Прошло восемь недель. Восемь. Время, за которое можно забыть кого угодно. Восемь. Восемь недель. Восемь недель до осени. Мы встретились весной, а сейчас лето, но еще через восемь недель будет осень. Восемь — осень — так похоже! Весь день за окном радийными помехами шуршала листва — еще одно напоминание о том, что весна отросла листьями в лето; но сейчас покойно — тополя в тихом ужасе замерли, ждут вечерней грозы, источая жару, которую накопили за день отбрасывания тени.
Время — лучший доктор не потому, что стирает блёром людей, которых надо забыть.

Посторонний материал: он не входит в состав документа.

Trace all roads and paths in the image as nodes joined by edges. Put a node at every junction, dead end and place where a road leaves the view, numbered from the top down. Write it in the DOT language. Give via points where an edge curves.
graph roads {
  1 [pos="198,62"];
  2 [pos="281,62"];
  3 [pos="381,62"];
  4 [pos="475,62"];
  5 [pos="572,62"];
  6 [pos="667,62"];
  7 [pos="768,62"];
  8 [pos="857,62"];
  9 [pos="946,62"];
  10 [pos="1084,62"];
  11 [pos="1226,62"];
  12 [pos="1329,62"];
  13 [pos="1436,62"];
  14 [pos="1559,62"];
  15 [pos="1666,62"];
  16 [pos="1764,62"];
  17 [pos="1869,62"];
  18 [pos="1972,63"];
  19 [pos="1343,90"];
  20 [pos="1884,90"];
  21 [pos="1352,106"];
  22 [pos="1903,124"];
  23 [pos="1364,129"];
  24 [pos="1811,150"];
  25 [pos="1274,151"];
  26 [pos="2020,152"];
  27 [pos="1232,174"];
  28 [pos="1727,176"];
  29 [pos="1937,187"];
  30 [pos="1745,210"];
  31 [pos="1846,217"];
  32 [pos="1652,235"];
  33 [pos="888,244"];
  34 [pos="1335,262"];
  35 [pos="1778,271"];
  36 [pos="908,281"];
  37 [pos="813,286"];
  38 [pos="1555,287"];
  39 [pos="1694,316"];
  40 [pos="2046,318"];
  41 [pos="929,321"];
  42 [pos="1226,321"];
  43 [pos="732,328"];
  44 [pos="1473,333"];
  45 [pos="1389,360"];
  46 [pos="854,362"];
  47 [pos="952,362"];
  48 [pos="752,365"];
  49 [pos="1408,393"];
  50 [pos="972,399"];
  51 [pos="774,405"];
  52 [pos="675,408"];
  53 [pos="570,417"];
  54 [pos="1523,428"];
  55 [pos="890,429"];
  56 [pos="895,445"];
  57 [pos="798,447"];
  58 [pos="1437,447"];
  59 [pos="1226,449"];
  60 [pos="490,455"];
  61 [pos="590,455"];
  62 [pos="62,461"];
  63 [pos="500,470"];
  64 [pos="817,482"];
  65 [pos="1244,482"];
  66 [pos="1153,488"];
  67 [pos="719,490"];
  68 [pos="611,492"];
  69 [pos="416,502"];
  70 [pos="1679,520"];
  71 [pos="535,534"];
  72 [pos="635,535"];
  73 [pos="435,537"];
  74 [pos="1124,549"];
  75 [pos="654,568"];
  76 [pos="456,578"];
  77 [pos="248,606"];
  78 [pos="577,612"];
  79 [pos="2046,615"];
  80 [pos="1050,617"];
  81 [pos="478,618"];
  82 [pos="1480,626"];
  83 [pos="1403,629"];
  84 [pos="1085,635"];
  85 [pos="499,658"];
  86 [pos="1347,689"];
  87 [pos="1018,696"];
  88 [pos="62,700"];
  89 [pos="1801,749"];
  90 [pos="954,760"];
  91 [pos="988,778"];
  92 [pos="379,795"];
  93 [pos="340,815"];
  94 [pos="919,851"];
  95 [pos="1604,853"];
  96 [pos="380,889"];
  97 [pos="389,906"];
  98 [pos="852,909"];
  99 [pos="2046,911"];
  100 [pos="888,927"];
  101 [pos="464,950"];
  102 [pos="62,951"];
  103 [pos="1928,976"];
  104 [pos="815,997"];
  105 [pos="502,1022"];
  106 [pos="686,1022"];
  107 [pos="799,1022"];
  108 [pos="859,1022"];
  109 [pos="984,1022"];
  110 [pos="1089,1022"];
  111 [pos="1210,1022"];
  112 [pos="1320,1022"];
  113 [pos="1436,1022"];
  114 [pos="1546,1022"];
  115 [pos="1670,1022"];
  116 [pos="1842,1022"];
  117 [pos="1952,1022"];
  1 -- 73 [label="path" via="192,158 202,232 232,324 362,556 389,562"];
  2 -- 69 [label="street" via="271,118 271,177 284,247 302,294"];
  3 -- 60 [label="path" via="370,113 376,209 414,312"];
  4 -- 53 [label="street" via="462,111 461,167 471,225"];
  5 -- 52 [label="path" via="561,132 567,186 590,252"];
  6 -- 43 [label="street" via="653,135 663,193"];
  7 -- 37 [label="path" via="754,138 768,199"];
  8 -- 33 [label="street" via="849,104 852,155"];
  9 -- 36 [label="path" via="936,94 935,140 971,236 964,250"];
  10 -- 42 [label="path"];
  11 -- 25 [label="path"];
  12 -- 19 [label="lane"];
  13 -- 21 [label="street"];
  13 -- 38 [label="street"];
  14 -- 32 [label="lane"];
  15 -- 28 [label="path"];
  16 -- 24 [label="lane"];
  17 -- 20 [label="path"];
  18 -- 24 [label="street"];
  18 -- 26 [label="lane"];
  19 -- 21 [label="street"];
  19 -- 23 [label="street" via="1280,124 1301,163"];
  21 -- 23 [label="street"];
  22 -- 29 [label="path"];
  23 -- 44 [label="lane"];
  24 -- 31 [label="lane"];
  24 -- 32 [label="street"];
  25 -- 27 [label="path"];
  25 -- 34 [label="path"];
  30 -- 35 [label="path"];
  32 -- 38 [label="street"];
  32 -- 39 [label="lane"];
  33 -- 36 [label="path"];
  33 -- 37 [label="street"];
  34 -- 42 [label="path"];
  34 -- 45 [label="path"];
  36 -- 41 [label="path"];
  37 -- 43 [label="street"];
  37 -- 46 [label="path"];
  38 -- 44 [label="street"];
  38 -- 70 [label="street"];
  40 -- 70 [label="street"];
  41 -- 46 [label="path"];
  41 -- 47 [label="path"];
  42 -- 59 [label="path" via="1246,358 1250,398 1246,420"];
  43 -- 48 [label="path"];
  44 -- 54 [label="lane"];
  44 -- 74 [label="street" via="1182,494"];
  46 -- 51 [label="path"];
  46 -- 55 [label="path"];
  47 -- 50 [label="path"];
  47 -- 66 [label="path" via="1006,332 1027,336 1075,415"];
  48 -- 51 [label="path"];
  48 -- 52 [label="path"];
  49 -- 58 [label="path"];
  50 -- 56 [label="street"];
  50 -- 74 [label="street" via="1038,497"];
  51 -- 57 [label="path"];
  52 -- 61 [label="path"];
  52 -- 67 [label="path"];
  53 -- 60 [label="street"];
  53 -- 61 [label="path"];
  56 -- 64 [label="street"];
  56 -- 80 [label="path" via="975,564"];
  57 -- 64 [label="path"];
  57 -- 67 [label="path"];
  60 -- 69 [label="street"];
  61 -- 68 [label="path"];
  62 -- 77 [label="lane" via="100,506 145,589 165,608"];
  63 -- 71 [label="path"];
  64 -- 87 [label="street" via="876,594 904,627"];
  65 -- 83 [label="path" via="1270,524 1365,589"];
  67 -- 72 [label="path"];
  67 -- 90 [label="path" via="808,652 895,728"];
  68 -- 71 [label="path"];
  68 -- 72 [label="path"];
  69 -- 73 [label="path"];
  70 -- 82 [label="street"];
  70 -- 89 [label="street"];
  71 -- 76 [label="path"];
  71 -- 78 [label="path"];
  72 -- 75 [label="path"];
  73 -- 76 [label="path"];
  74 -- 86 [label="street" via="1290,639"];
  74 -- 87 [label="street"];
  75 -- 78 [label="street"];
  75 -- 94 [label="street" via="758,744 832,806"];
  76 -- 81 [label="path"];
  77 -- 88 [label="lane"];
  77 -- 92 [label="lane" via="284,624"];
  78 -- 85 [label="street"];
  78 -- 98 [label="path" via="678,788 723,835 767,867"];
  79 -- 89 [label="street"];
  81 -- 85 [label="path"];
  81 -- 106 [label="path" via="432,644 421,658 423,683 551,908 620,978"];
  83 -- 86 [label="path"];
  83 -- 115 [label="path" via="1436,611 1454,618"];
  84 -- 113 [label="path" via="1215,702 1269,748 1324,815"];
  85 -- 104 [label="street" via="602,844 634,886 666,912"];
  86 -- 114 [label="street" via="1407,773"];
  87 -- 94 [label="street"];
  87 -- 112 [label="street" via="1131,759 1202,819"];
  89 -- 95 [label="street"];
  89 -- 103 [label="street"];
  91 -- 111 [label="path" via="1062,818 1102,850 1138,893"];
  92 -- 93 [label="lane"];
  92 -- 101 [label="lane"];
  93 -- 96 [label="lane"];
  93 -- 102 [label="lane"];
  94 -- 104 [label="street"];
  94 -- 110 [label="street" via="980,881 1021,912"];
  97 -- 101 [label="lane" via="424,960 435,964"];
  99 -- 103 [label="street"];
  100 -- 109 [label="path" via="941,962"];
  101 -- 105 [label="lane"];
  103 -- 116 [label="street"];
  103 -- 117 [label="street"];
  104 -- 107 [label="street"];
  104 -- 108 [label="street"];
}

Ведь мы воскрешаем этих людей, и помещаем где–то у себя в груди, и подкармливаем воспоминаниями, и выращиваем из них карманных разукрашенных лилипутов, уже ничего общего не имеющих с жившими, и любим этих лилипутов, пока не встретится кто–то другой, живой. Нет, время — лучший доктор именно оттого, что приводит к нам на прием все новых и новых других, живых. И они открывают рты, показывают языки, говорят «Э–э–э–э!», и нам уже понятно, что без нас эту ангину не вылечить, и лилипуты лопаются, и вместо них появляется живое, теплое, капризное, несовершенное, но — куда лучше того, прежнего, и уж тем более лучше прирученных воспоминаний о нем.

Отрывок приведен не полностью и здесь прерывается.